PCR101 Reserved for Future Use
PCR111 Hash of the Unified kernel image see systemd-stub(7)
PCR121 Overridden kernel command line, Credentials see systemd-stub(7)
PCR131 System Extensions see systemd-stub(7)
PCR141 shim's MokList, MokListX, and MokSBState. [6]
PCR151 Unused
PCR161 Debug May be used and reset at any time. May be absent from an official firmware release.
PCR23 Application Support The OS can set and reset this PCR.
  1. Use case defined by the OS and might change between various Linux distros and Windows devices.

On Windows, BitLocker uses PCR8-11 (Legacy) or PCR11-14 (UEFI) for its own purposes. Documentation from tianocore[7].

tpm2-totp facilitates this check with a human observer and dedicated trusted device.
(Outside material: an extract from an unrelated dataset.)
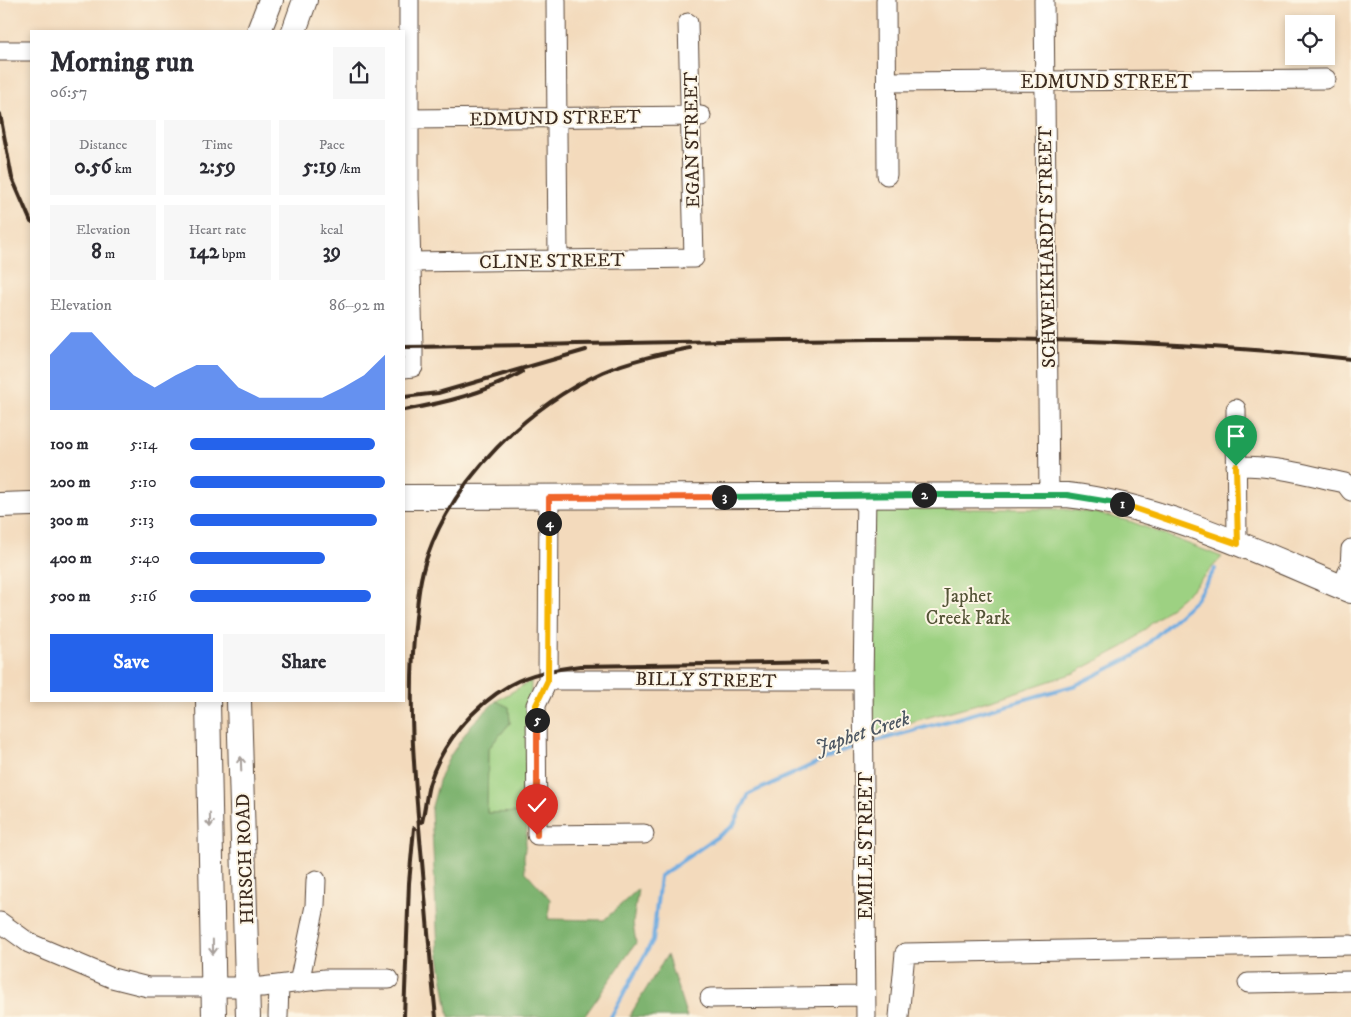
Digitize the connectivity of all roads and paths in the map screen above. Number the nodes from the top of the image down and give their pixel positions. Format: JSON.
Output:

The current PCR values can be listed with systemd-analyze(1):

$ systemd-analyze pcrs

Or, alternatively with tpm2_pcrread(1) from tpm2-tools:

# tpm2_pcrread


TPM2 LUKS2 unlocking still asking for password

If you followed the instruction described above for automatically unlocking luks2 devices with enrolled keys in a TPM2 hardware module, but still receive a prompt to input a password during the initramfs boot stage. You may need to early load the kernel module (you can obtain its name with systemd-cryptenroll --tpm2-device=list) that is responsible for handling your specific TPM2 module.